• **The problem**:
Find all the lines in the entries below that hold the word "pinky" and copy them.
── Records to process
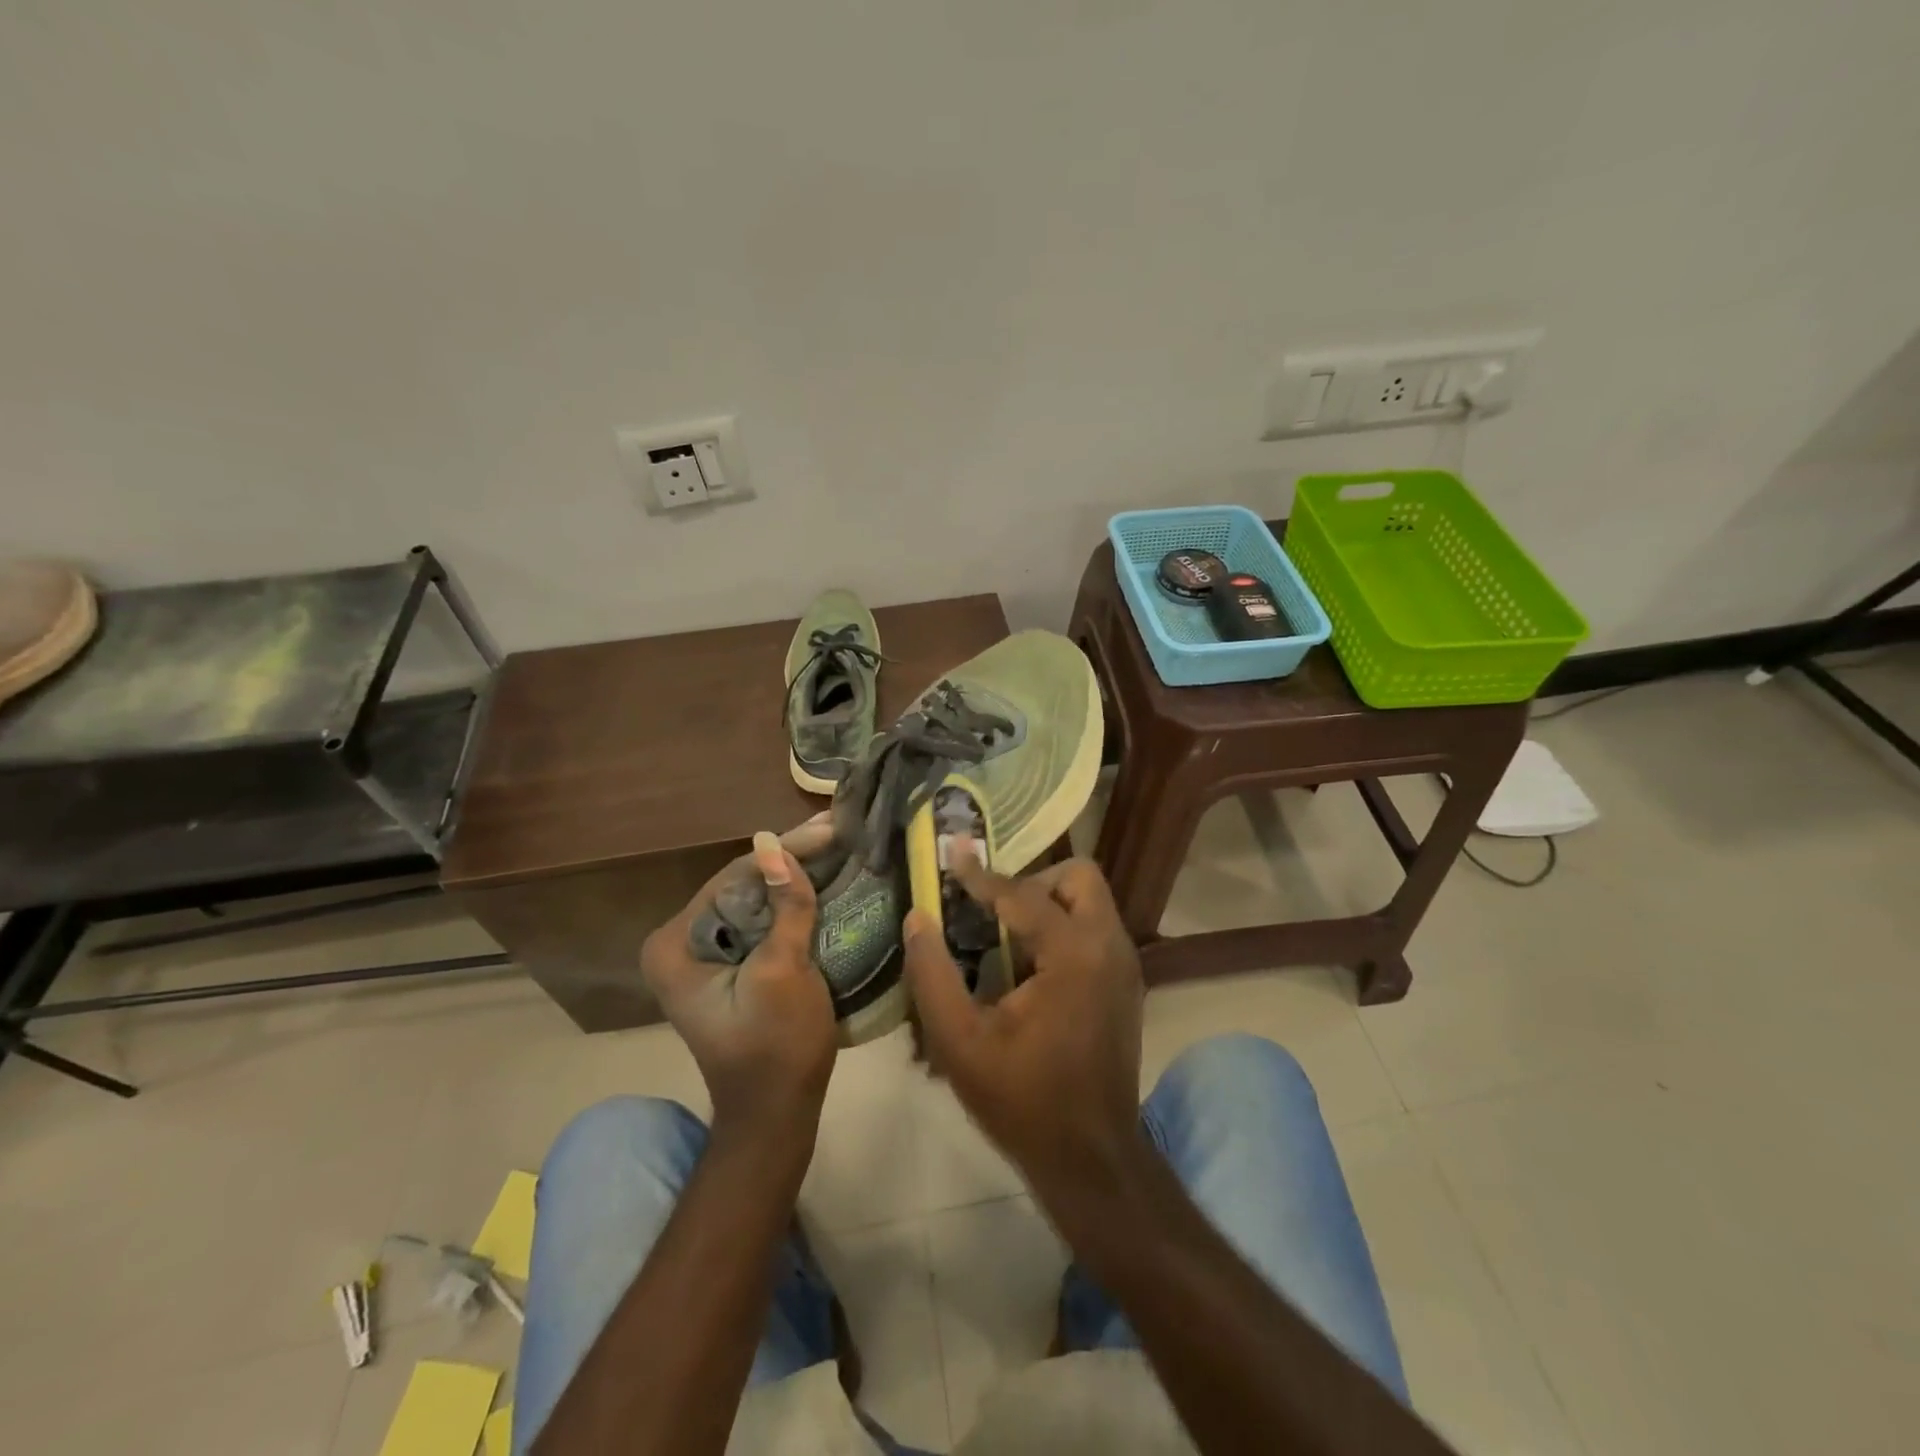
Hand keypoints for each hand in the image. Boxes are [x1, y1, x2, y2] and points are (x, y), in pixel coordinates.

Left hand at [640, 818, 838, 1141]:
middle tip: (839, 832)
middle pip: (743, 886)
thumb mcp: (783, 971)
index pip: (732, 878)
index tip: (829, 830)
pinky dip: (793, 904)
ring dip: (796, 878)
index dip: (783, 851)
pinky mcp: (730, 965)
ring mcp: (704, 955)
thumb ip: (784, 906)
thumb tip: (773, 841)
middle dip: (791, 861)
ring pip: (755, 901)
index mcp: (674, 945)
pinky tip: (826, 881)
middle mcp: (680, 943)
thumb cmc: (777, 1046)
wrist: (777, 1113)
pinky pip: (761, 921)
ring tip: (840, 847)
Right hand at [904, 851, 1144, 1193]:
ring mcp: (1125, 965)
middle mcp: (1110, 946)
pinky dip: (1063, 928)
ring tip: (1004, 934)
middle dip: (1033, 881)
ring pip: (1091, 901)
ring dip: (1049, 903)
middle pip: (1079, 878)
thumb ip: (933, 974)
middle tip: (991, 908)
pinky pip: (1095, 929)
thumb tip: (918, 918)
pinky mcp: (1127, 984)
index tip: (952, 853)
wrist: (1092, 1160)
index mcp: (1074, 954)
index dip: (981, 875)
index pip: (1023, 894)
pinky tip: (1028, 966)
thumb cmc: (1023, 1101)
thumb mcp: (961, 1042)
────
• **Exercise answer**:
pinky dip: (793, 904)
pinky mcp: (730, 965)
pinky tip: (826, 881)
pinky pip: (761, 921)
pinky dip: (1063, 928)
pinky pip: (1095, 929)
pinky mcp: (1127, 984)
pinky tip: (1028, 966)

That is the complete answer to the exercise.